En el camino entre Quitilipi y Machagai, entre cosechas mal pagas, entre los días negros en los hornos de carbón, en los cortaderos de ladrillos, entre las espinas y las astillas en el juntado de leñas, en las noches obrajeras, el olvido se le hizo más profundo como el miedo. mansamente, emprendió el regreso al paraje.Las cicatrices hacían de su cuerpo un aliento.

Para reparar la herida y mirarle a los ojos a Melitona tuve que levantar mi espíritu, bajar mi resistencia y esperar que los dioses se distraigan

El silencio, el olvido, el sufrimiento, las penas había aceptado pero la sangre estaba en El Aguará. Llegó como fantasma, como si lo vivido hubiese sido una leyenda. La angustia la endureció desde sus entrañas.

Melitona empezó a oler distinto. Su color fue diferente. Se acostumbró a la ronda de los cuervos blancos.

Era una Sobreviviente.

El Aguará, triste. Y más triste cuando asomaban las nubes y soplaba el viento Norte, y se notaba más, cuando el verde se volvió más verde.

Melitona junto a sus hijos y nieto. Foto: Pedro J. Solans
El regreso

Para reparar la herida y mirarle a los ojos a Melitona tuve que levantar mi espíritu, bajar mi resistencia y esperar que los dioses se distraigan. Tenía que llover para que la altanería del dok se escurra.  Sin apuro, humilde, con los sentidos atentos a señales simples e invalorables que aparecen alrededor de los pesebres. Llovía.

El carro iba de cuneta en cuneta, -como un tractor-, hacía huellas en el barro intransitable. Regresaba de un viaje de iniciados.  Al atravesar el cementerio el barro me pegaba en el pecho, y  Melitona me seguía mirando sin mirar, guiando al Norte.-Alguien nos está espiando, le dije a Rosa. -No, es el escalofrío de la lluvia y el barro. Hace nueve meses que no llueve- me respondió.

Melitona Enrique. Foto: Pedro J. Solans

Cuando llegué al hotel Le Park de Machagai, seguí en un trance misterioso. En el rancho, en pleno Aguará, a pocos metros de donde sucedió la terrible masacre, tuve una sensación tormentosa centrada en la visita de animales que me invitaban a pescar y preparar el fuego.

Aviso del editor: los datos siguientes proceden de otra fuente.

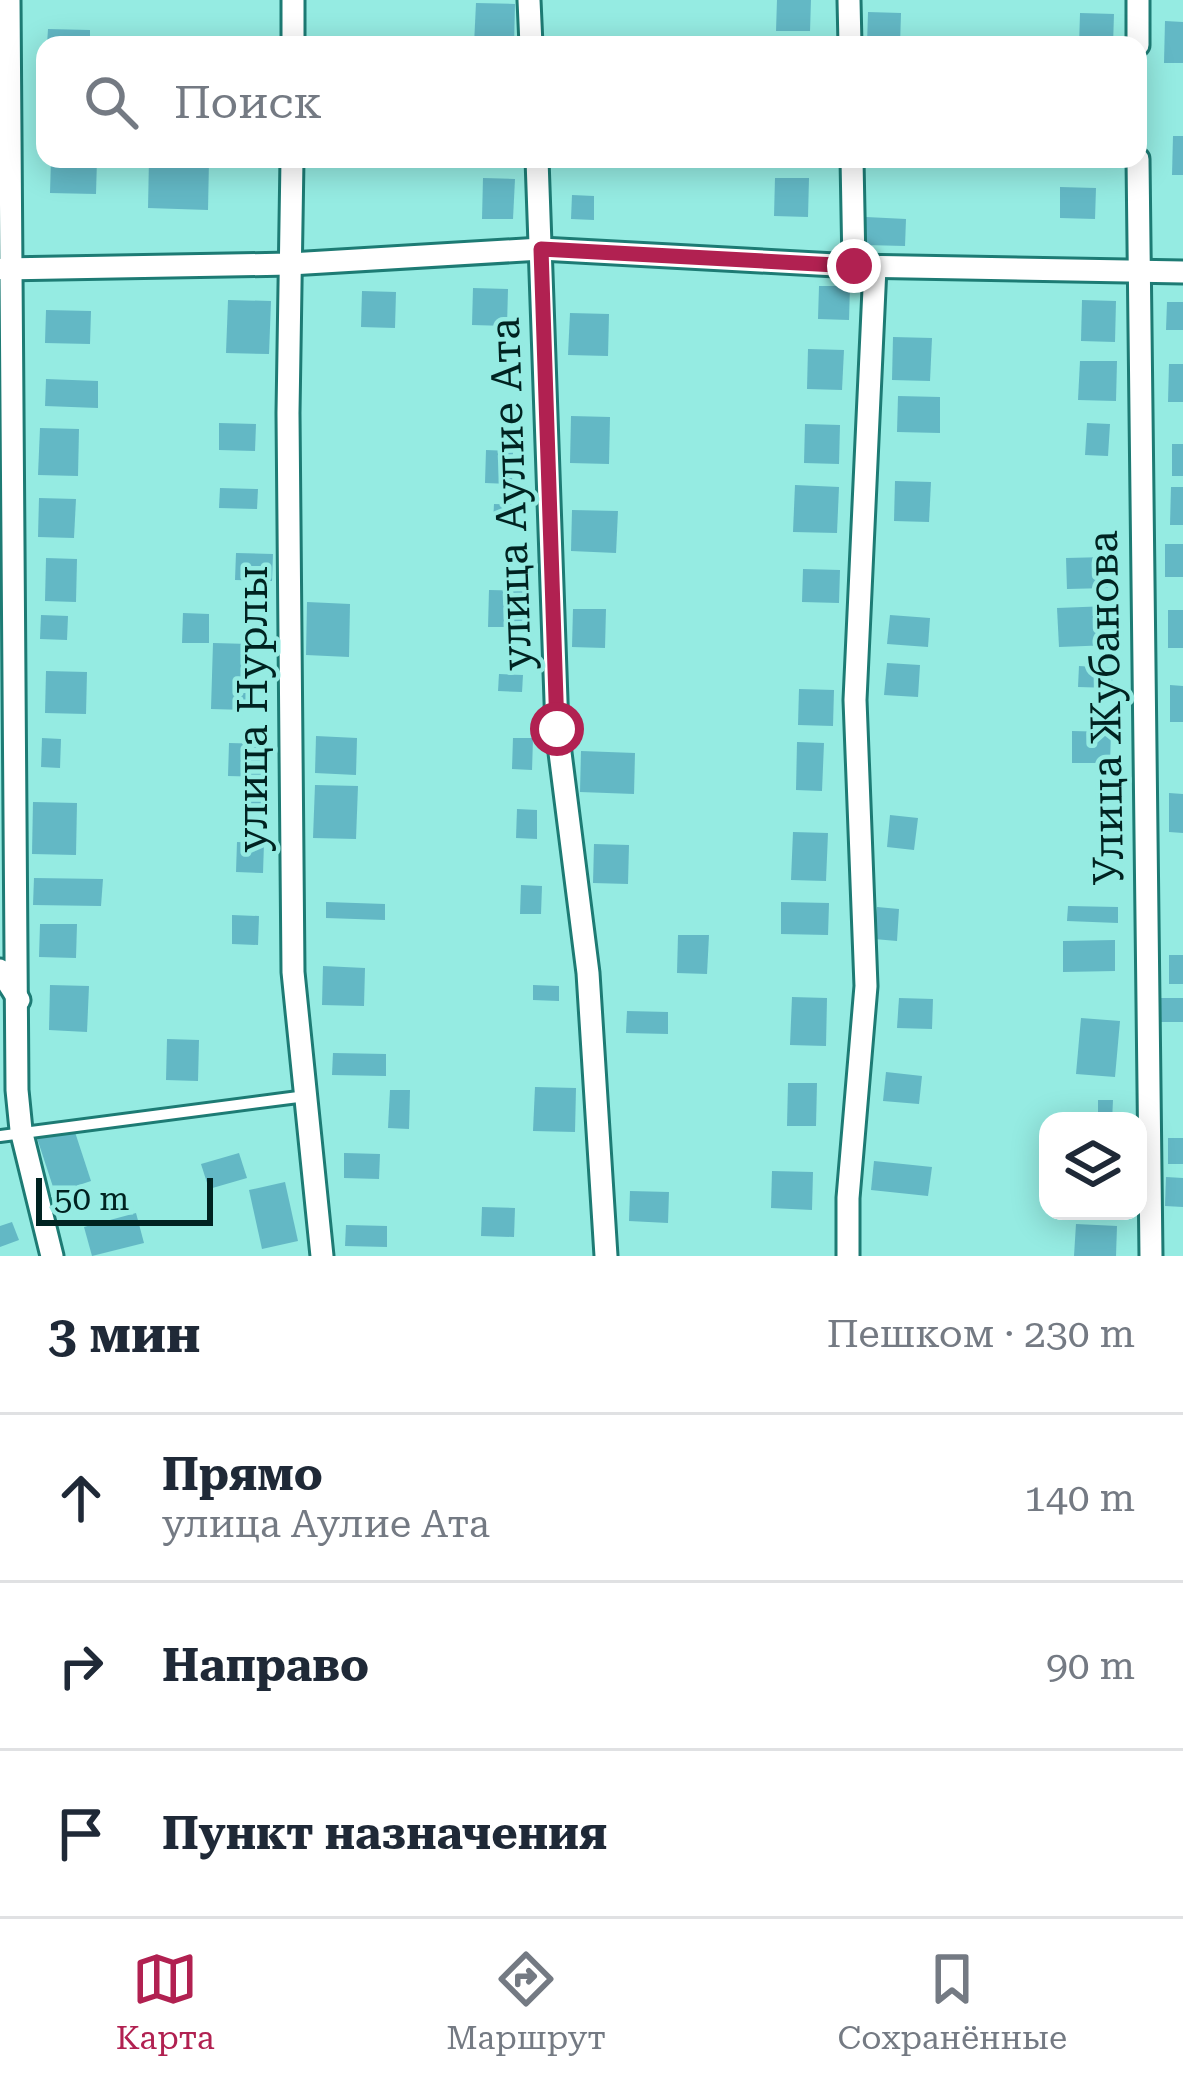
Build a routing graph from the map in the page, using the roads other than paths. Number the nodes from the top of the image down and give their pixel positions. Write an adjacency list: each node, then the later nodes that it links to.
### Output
1 (9, 0): 17 (street)
2 (293, 0): 6 (street)
3 (529, 0): 7 (street)
4 (849, 0): 8 (street)
5 (1138, 0): 9 (street)
6 (293, 36)
7 (531, 36)
8 (850, 36)
9 (1138, 36)
10 (292, 168): 15 (street, улица Нурлы)
11 (537, 168): 14 (street, улица Аулие Ата)
12 (853, 168): 16 (street)
13 (1138, 168): 18 (street, Улица Жубанова)
14 (541, 249): 15 (street); 16 (street); 26 (street, улица Аулие Ата)
15 (290, 264): 17 (street); 22 (street, улица Нурлы)
16 (864, 266): 18 (street); 27 (street)
17 (6, 269): 21 (street)
18 (1138, 272): 19 (street); 28 (street, Улица Жубанова)
19 (1183, 272)
20 (0, 970): 21 (street)
21 (19, 1000): 23 (street)
22 (306, 1096): 23 (lane); 25 (street, улица Нурлы)
23 (10, 1133): 24 (street)
24 (52, 1256)
25 (322, 1256)
26 (606, 1256)
27 (848, 1256)
28 (1150, 1256)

Un carpincho dijo que los muertos que perdieron la vida injustamente no estarán tranquilos y rondarán las tierras de sus antepasados. El fuego latía apenas en el rancho de los hermanos Irigoyen. Dicen que arde siempre. El espanto era llevado en andas por la perrada que peleaba palmo a palmo su existencia entre sarnas, garrapatas, moquillos y un ejército de parásitos. Los mosquitos y los jejenes protestaban por la cortina de humo. Las cenizas prolongaban el gris de la cabellera de Melitona, que alguna vez, fue azabache.

La anciana vivió para ser el grito de Napalpí.